* **Problem description**: Print word for word the first line of the listing below and every line after it, through the line with "Digitize the connectivity". Leave out the pictures and the rest.

───── Study material

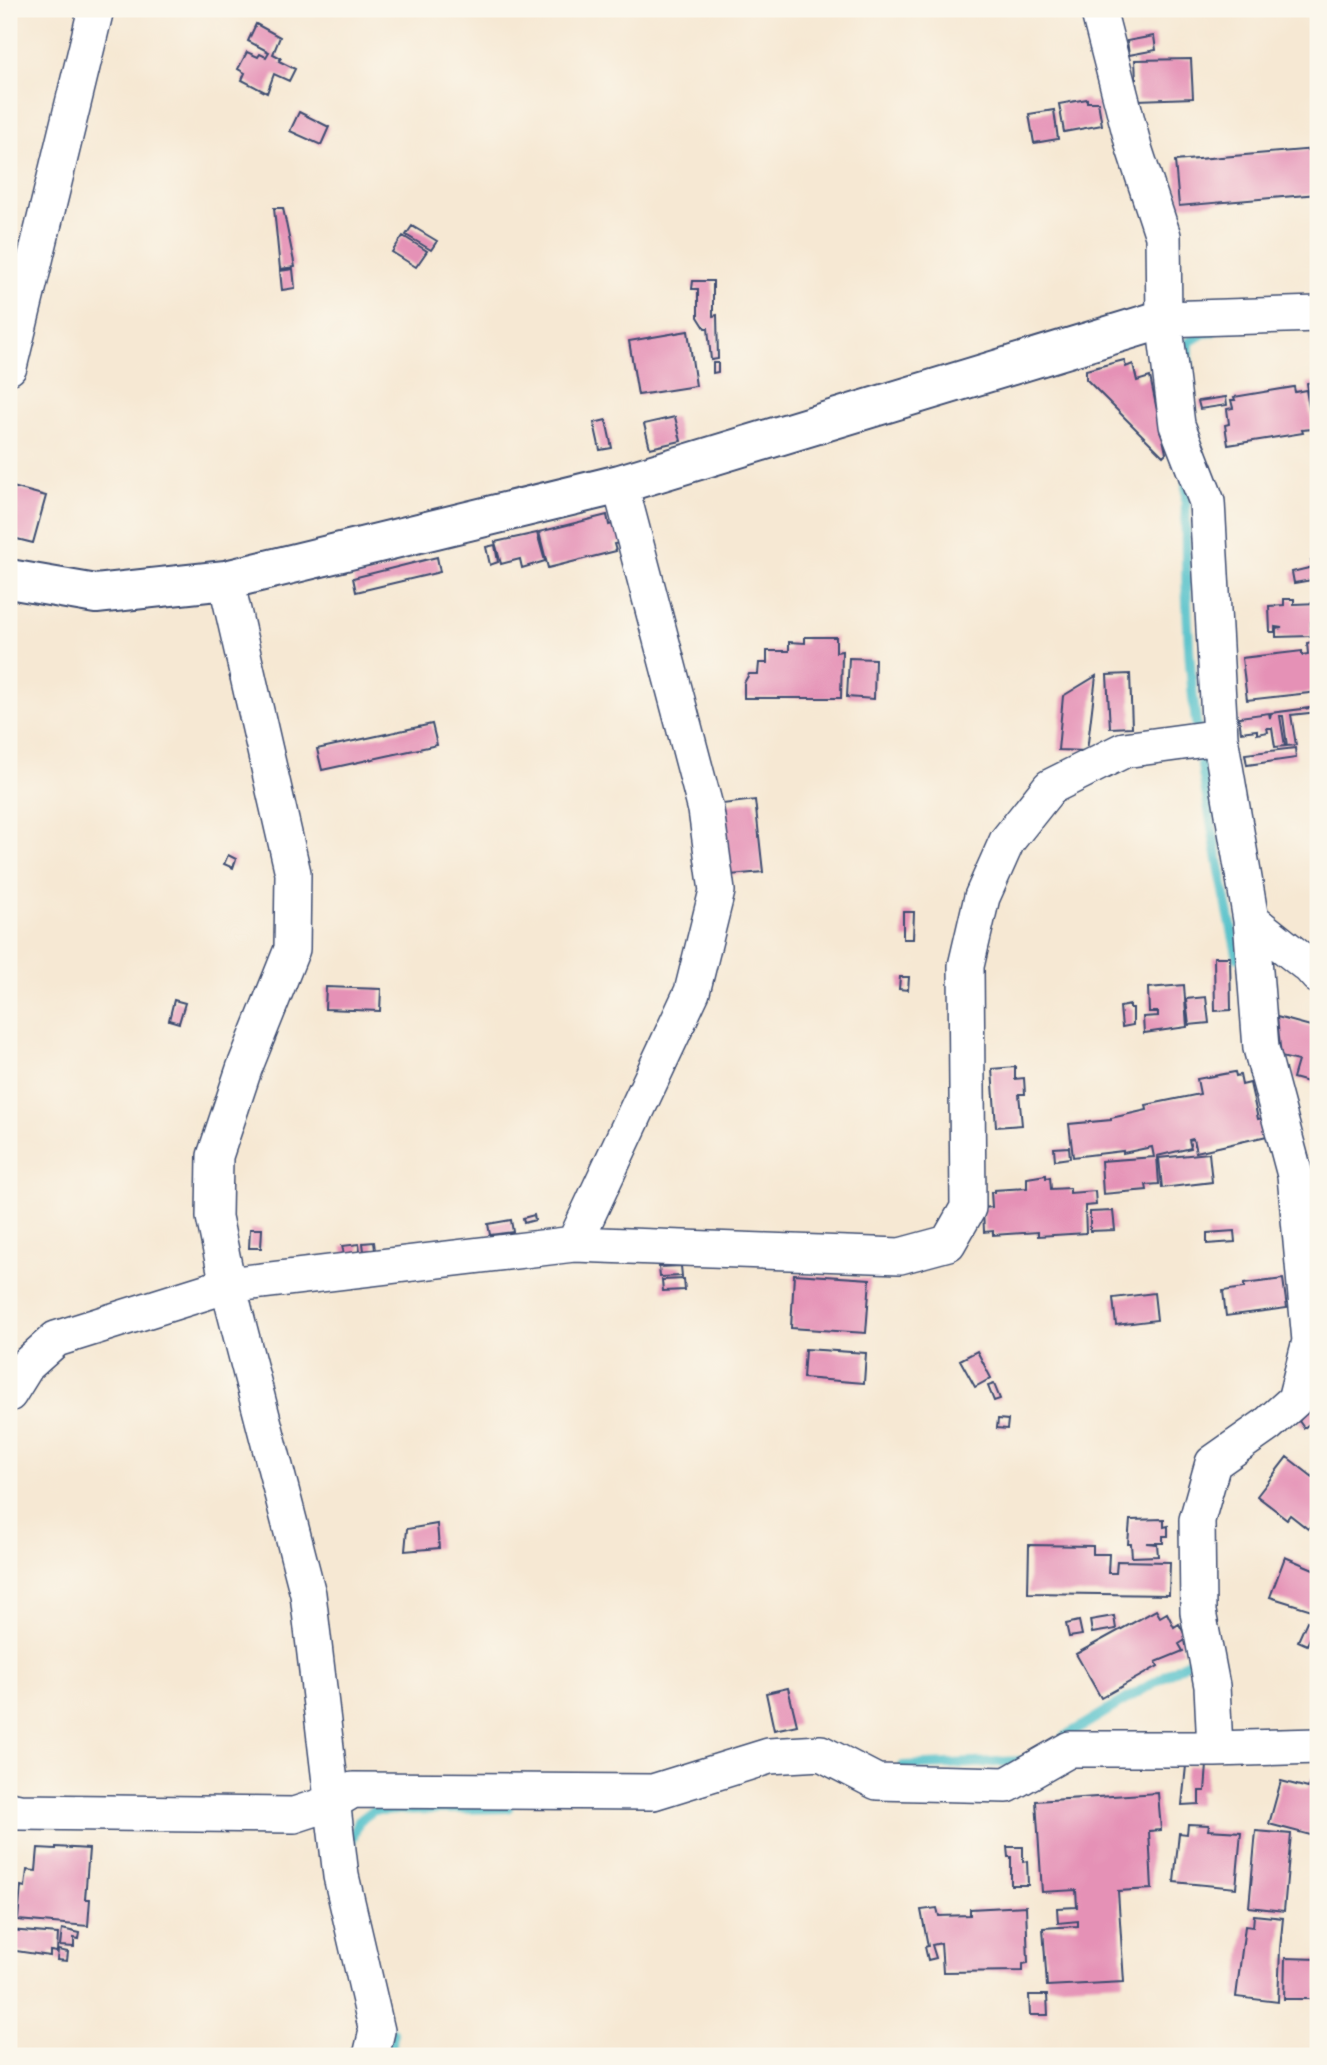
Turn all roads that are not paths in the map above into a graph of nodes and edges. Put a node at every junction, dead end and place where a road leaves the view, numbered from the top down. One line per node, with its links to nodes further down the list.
1 (96, 9): 5 (street)
2 (1098, 9): 4 (street)
3 (1318, 314): 4 (street)
4 (1164, 319): 6 (street); 9 (street)
5 (9, 367)
6 (620, 484): 8 (street); 12 (street)
7 (9, 579): 8 (street)
8 (226, 580): 13 (street)
9 (1220, 737): 10 (street); 12 (street)
10 (1251, 920): 11 (street); 16 (street)
11 (1316, 968)
12 (574, 1244): 13 (street)
13 (228, 1285): 14 (street); 17 (street)
14 (9, 1394)
15 (1318, 1746): 16 (street)
16 (1215, 1749): 17 (street)
17 (331, 1803): 18 (street); 19 (street)
18 (9, 1810)
19 (371, 2056)

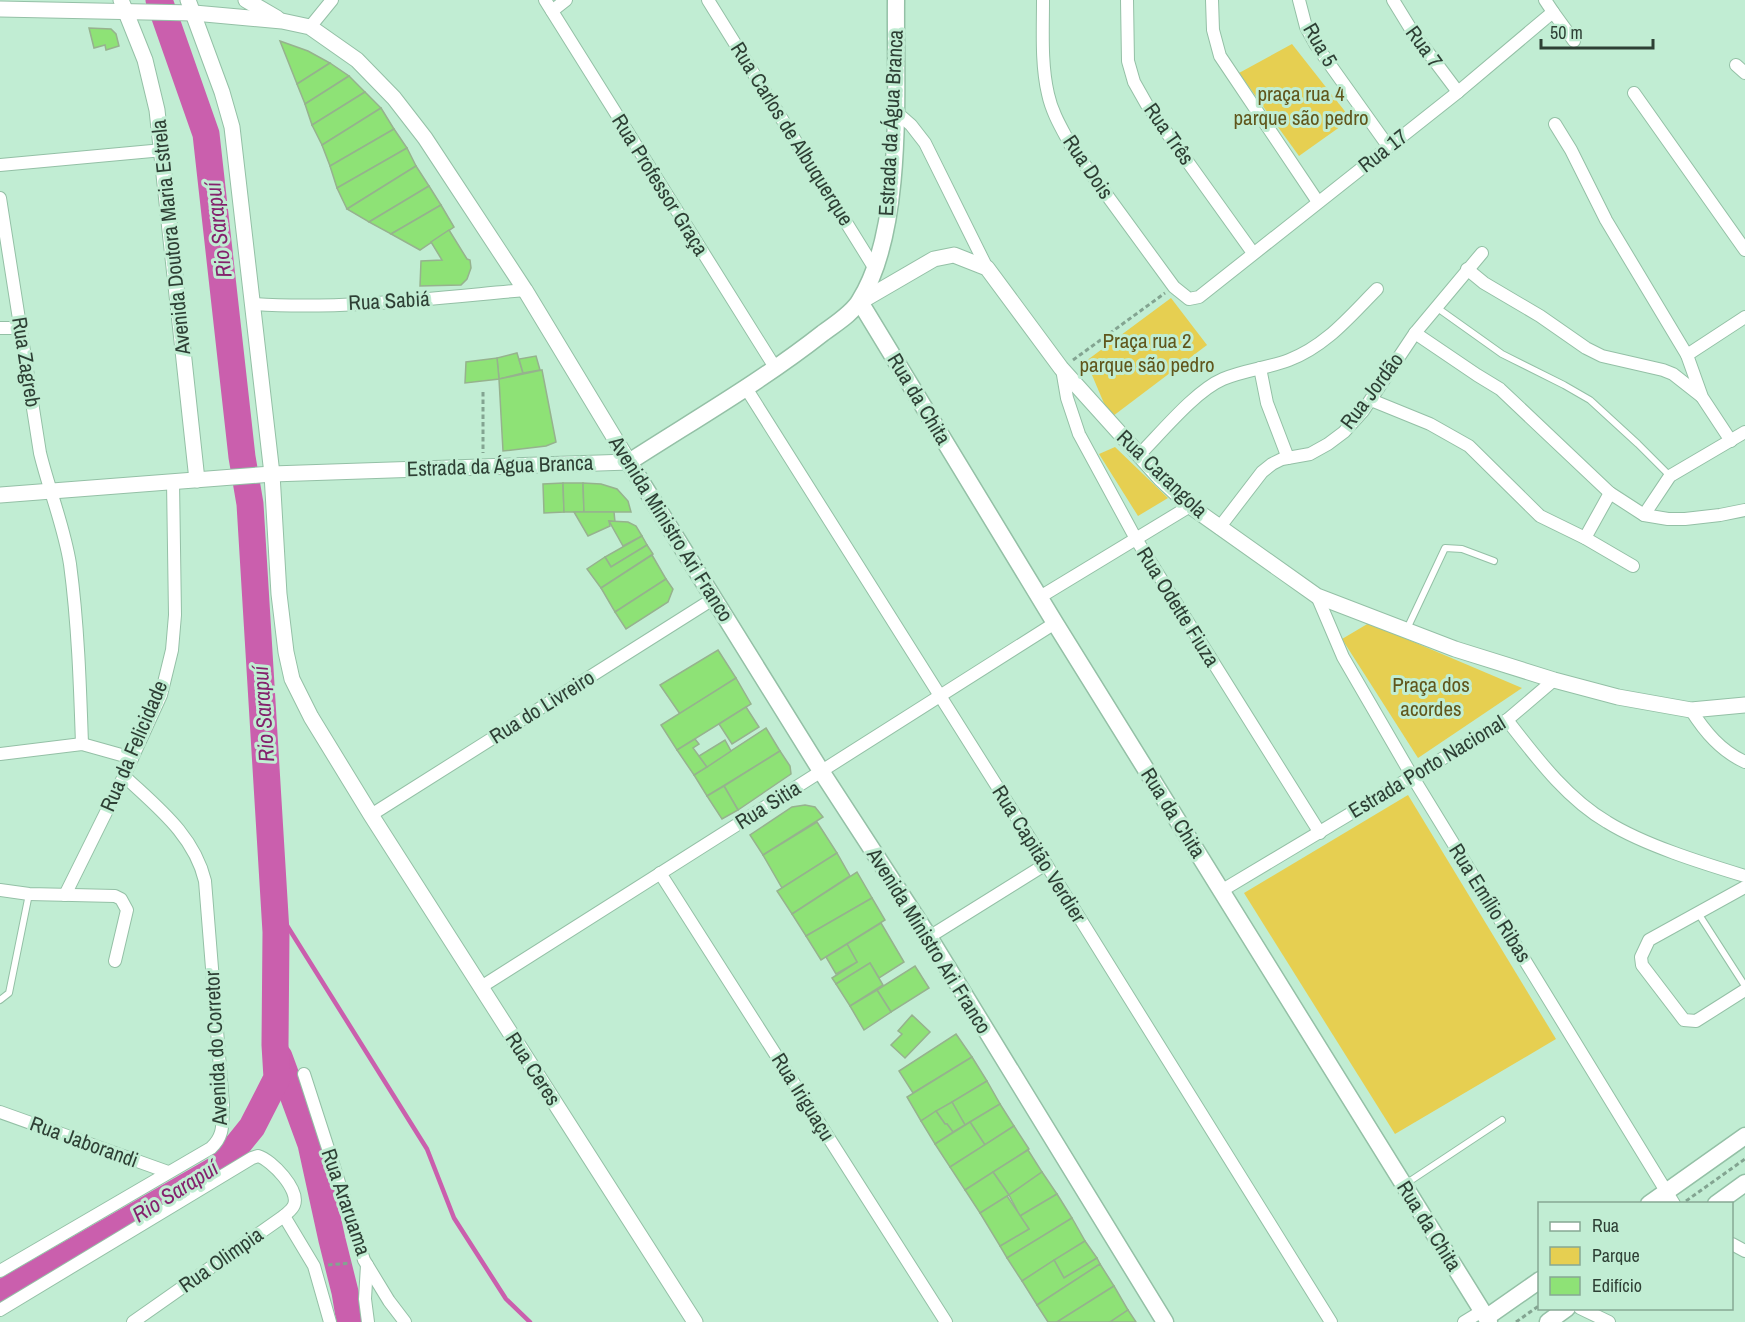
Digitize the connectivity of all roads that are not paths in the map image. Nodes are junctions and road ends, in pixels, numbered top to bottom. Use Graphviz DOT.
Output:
graph roads {
  1 [pos="246,0"];
  2 [pos="332,0"];
  3 [pos="566,0"];
  4 [pos="708,0"];
  5 [pos="896,0"];
  6 [pos="1043,0"];
  7 [pos="1127,0"];
  8 [pos="1212,0"];
  9 [pos="1299,0"];
  10 [pos="1393,0"];
  11 [pos="1545,0"];
  12 [pos="548,5"];
  13 [pos="129,8"];
  14 [pos="187,8"];
  15 [pos="0,9"];
  16 [pos="1553,12"];
  17 [pos="282,21"];
  18 [pos="310,27"];
  19 [pos="1574,41"];
  20 [pos="1458,92"];
  21 [pos="1634,93"];
  22 [pos="895,111"];
  23 [pos="1554,124"];
  24 [pos="1388,146"];
  25 [pos="163,150"];
  26 [pos="0,165"];
  27 [pos="0,198"];
  28 [pos="1318,202"];
  29 [pos="1745,250"];
  30 [pos="1253,253"];
  31 [pos="1482,253"];
  32 [pos="875,268"];
  33 [pos="987,268"];
  34 [pos="1467,269"];
  35 [pos="1377,289"];
  36 [pos="525,290"];
  37 [pos="1199,297"];
  38 [pos="860,302"];
  39 [pos="254,304"];
  40 [pos="1436,307"];
  41 [pos="1745,317"];
  42 [pos="0,328"];
  43 [pos="21,328"];
  44 [pos="1415,333"];
  45 [pos="1687,355"];
  46 [pos="1062,368"];
  47 [pos="1260,368"];
  48 [pos="776,369"];
  49 [pos="746,388"];
  50 [pos="1702,397"];
  51 [pos="1371,400"];
  52 [pos="1745,432"];
  53 [pos="1731,441"];
  54 [pos="1138,455"];
  55 [pos="1288,458"];
  56 [pos="629,462"];
  57 [pos="272,474"];
  58 [pos="1670,476"];
  59 [pos="197,480"];
  60 [pos="173,481"];
  61 [pos="49,491"];
  62 [pos="1611,493"];
  63 [pos="0,495"];
  64 [pos="1190,506"];
  65 [pos="1745,510"];
  66 [pos="1644,515"];
  67 [pos="1219,528"];
  68 [pos="1585,538"];
  69 [pos="1136,539"];
  70 [pos="1494,561"];
  71 [pos="1633,566"];
  72 [pos="1317,596"];
  73 [pos="1040,597"];
  74 [pos="713,599"];
  75 [pos="1055,623"];
  76 [pos="1406,632"];
  77 [pos="1554,680"];
  78 [pos="940,696"];
  79 [pos="1745,705"];
  80 [pos="1691,710"];
  81 [pos="1507,720"];
  82 [pos="82,744"];
  83 [pos="0,754"];
  84 [pos="132,758"];
  85 [pos="1745,762"];
  86 [pos="821,771"];
  87 [pos="1412,776"];
  88 [pos="124,777"];
  89 [pos="371,815"];
  90 [pos="1320,833"];
  91 [pos="1046,864"];
  92 [pos="660,873"];
  93 [pos="1745,876"];
  94 [pos="1745,887"];
  95 [pos="0,890"];
  96 [pos="1221,891"];
  97 [pos="29,894"];
  98 [pos="65,895"];
  99 [pos="1698,913"];
  100 [pos="929,937"];
  101 [pos="114,961"];
  102 [pos="481,987"];
  103 [pos="1745,988"];
  104 [pos="0,999"];
  105 [pos="304,1074"];
  106 [pos="0,1112"];
  107 [pos="1502,1120"];
  108 [pos="1745,1136"];
  109 [pos="168,1173"];
  110 [pos="1745,1183"];
  111 [pos="1404,1185"];
  112 [pos="1670,1197"];
  113 [pos="1652,1202"];
  114 [pos="1717,1202"];
  115 [pos="284,1216"];
  116 [pos="367,1265"];
  117 [pos="0,1271"];
  118 [pos="1538,1281"];
  119 [pos="0,1310"];
  120 [pos="1565,1310"];
  121 [pos="1584,1310"];
  122 [pos="1486,1317"];
  123 [pos="133,1322"];
  124 [pos="330,1322"];
  125 [pos="368,1322"];
  126 [pos="405,1322"];
  127 [pos="695,1322"];
  128 [pos="946,1322"];
  129 [pos="1165,1322"];
  130 [pos="1331,1322"];
  131 [pos="1464,1322"];
  132 [pos="1548,1322"];
  133 [pos="1609,1322"];
  1 -- 17 [label="street"];
  2 -- 18 [label="street"];
  3 -- 12 [label="street"];
  4 -- 32 [label="street, Rua Carlos de Albuquerque"];
  5 -- 22 [label="main road, Estrada da Água Branca"];
  6 -- 37 [label="street, Rua Dois"];
  7 -- 30 [label="street, Rua Três"];
  8 -- 28 [label="street"];
  9 -- 24 [label="street, Rua 5"];
  10 -- 20 [label="street, Rua 7"];
  11 -- 16 [label="street"];
  12 -- 48 [label="street, Rua Professor Graça"];
  13 -- 14 [label="street, Avenida Ministro Ari Franco"];
  13 -- 15 [label="street, Avenida Ministro Ari Franco"];
  13 -- 25 [label="street, Avenida Doutora Maria Estrela"];
  14 -- 17 [label="street, Avenida Ministro Ari Franco"];
  14 -- 39 [label="street"];
  16 -- 19 [label="street"];
  16 -- 20 [label="street, Rua 17"];
  17 -- 18 [label="street, Avenida Ministro Ari Franco"];
  18 -- 36 [label="street, Avenida Ministro Ari Franco"];
  20 -- 24 [label="street, Rua 17"];
  21 -- 29 [label="street"];
  22 -- 32 [label="main road, Estrada da Água Branca"];
  22 -- 33 [label="street"];
  23 -- 45 [label="street"];
  24 -- 28 [label="street, Rua 17"];
  25 -- 26 [label="street"];
  25 -- 59 [label="street, Avenida Doutora Maria Estrela"];
  27 -- 43 [label="street, Rua Zagreb"];
  28 -- 30 [label="street, Rua 17"];
  30 -- 37 [label="street, Rua 17"];
  31 -- 34 [label="street, Rua Jordão"];
  32 -- 38 [label="main road, Estrada da Água Branca"];
  33 -- 38 [label="street"];
  33 -- 46 [label="street, Rua Carangola"];
  34 -- 40 [label="street, Rua Jordão"];
  34 -- 50 [label="street"];
  35 -- 47 [label="street"];
  36 -- 39 [label="street, Rua Sabiá"];
  36 -- 56 [label="street, Avenida Ministro Ari Franco"];
  38 -- 48 [label="main road, Estrada da Água Branca"];
  38 -- 73 [label="main road, Rua da Chita"];
  39 -- 57 [label="street"];
  40 -- 44 [label="street, Rua Jordão"];
  40 -- 58 [label="lane"];
  41 -- 45 [label="street"];
  42 -- 43 [label="street"];
  43 -- 61 [label="street, Rua Zagreb"];
  44 -- 51 [label="street, Rua Jordão"];
  44 -- 62 [label="street"];
  45 -- 50 [label="street"];
  46 -- 54 [label="street, Rua Carangola"];
  46 -- 69 [label="street, Rua Odette Fiuza"];
  47 -- 54 [label="street"];
  47 -- 55 [label="street"];
  48 -- 49 [label="main road, Estrada da Água Branca"];
  49 -- 56 [label="main road, Estrada da Água Branca"];
  49 -- 78 [label="street, Rua Capitão Verdier"];
  50 -- 53 [label="street"];
  51 -- 55 [label="street, Rua Jordão"];
  51 -- 68 [label="street"];
  52 -- 53 [label="street"];
  53 -- 58 [label="street"];
  54 -- 64 [label="street, Rua Carangola"];
  55 -- 67 [label="street, Rua Jordão"];
  56 -- 57 [label="street, Estrada da Água Branca"];
  56 -- 74 [label="main road, Avenida Ministro Ari Franco"];
  57 -- 59 [label="street, Estrada da Água Branca"];
  57 -- 89 [label="street, Rua Ceres"];
  58 -- 66 [label="street"];
  59 -- 60 [label="street, Estrada da Água Branca"];
  60 -- 61 [label="street, Estrada da Água Branca"];
  60 -- 84 [label="street, Rua da Felicidade"];
  61 -- 63 [label="street, Estrada da Água Branca"];
  61 -- 82 [label="street, Rua Zagreb"];
  62 -- 66 [label="street"];
  62 -- 68 [label="street"];
  64 -- 67 [label="street, Rua Carangola"];
  64 -- 69 [label="street"];
  65 -- 66 [label="street"];
  67 -- 72 [label="street, Rua Carangola"];
  68 -- 71 [label="street"];
  69 -- 73 [label="street"];
  69 -- 90 [label="street, Rua Odette Fiuza"];
  70 -- 76 [label="lane"];
  72 -- 76 [label="street, Rua Carangola"];
  72 -- 87 [label="street, Rua Emílio Ribas"];
  73 -- 75 [label="main road, Rua da Chita"];
  74 -- 86 [label="main road, Avenida Ministro Ari Franco"];
  74 -- 89 [label="street, Rua do Livreiro"];
  75 -- 78 [label="street, Rua Sitia"];
  75 -- 96 [label="main road, Rua da Chita"];
  76 -- 77 [label="street, Rua Carangola"];
  77 -- 80 [label="street"];
  77 -- 81 [label="street, Estrada Porto Nacional"];
  78 -- 86 [label="street, Rua Sitia"];
  78 -- 91 [label="street, Rua Capitão Verdier"];
  79 -- 80 [label="street"];
  80 -- 85 [label="street"];
  81 -- 87 [label="street, Estrada Porto Nacional"];
  81 -- 93 [label="street"];
  82 -- 83 [label="street"];
  82 -- 84 [label="street"];
  84 -- 88 [label="street, Rua da Felicidade"];
  86 -- 92 [label="street, Rua Sitia"];
  86 -- 100 [label="main road, Avenida Ministro Ari Franco"];
  87 -- 90 [label="street, Estrada Porto Nacional"];
  87 -- 112 [label="street, Rua Emílio Ribas"];
  88 -- 98 [label="street, Rua da Felicidade"];
  88 -- 109 [label="street, Avenida do Corretor"];
  89 -- 102 [label="street, Rua Ceres"];
  90 -- 96 [label="street, Estrada Porto Nacional"];
  91 -- 100 [label="street"];
  91 -- 130 [label="street, Rua Capitão Verdier"];
  92 -- 102 [label="street, Rua Sitia"];
  92 -- 128 [label="street, Rua Iriguaçu"];
  94 -- 99 [label="street"];
  95 -- 97 [label="street"];
  96 -- 111 [label="main road, Rua da Chita"];
  97 -- 98 [label="street"];
  97 -- 104 [label="lane"];
  98 -- 101 [label="street"];
  99 -- 103 [label="lane"];
  99 -- 103 [label="street"];
  100 -- 129 [label="main road, Avenida Ministro Ari Franco"];
  102 -- 127 [label="street, Rua Ceres"];
  105 -- 116 [label="street, Rua Araruama"];
  106 -- 109 [label="street, Rua Jaborandi"];
  107 -- 111 [label="lane"];
  108 -- 112 [label="main road"];
  109 -- 117 [label="street, Avenida do Corretor"];
  110 -- 114 [label="main road"];
  111 -- 122 [label="main road, Rua da Chita"];
  112 -- 113 [label="main road"];
  115 -- 119 [label="street, Rua Olimpia"];
  115 -- 123 [label="street, Rua Olimpia"];
  115 -- 124 [label="street"];
  116 -- 125 [label="street"];
  116 -- 126 [label="street, Rua Araruama"];
  118 -- 122 [label="main road"];
  120 -- 132 [label="main road"];
  121 -- 133 [label="street"];
  122 -- 131 [label="street"];
}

──────────

* **Result**:
Turn all roads that are not paths in the map above into a graph of nodes and edges. Put a node at every junction, dead end and place where a road leaves the view, numbered from the top down. One line per node, with its links to nodes further down the list.
1 (96, 9): 5 (street)
2 (1098, 9): 4 (street)
3 (1318, 314): 4 (street)
4 (1164, 319): 6 (street); 9 (street)
5 (9, 367)
6 (620, 484): 8 (street); 12 (street)
7 (9, 579): 8 (street)
8 (226, 580): 13 (street)
9 (1220, 737): 10 (street); 12 (street)
10 (1251, 920): 11 (street); 16 (street)
11 (1316, 968)
12 (574, 1244): 13 (street)
13 (228, 1285): 14 (street); 17 (street)
14 (9, 1394)
15 (1318, 1746): 16 (street)
16 (1215, 1749): 17 (street)
17 (331, 1803): 18 (street); 19 (street)
18 (9, 1810)
19 (371, 2056)

Digitize the connectivity of all roads that are not paths in the map image. Nodes are junctions and road ends, in pixels, numbered top to bottom. Use Graphviz DOT.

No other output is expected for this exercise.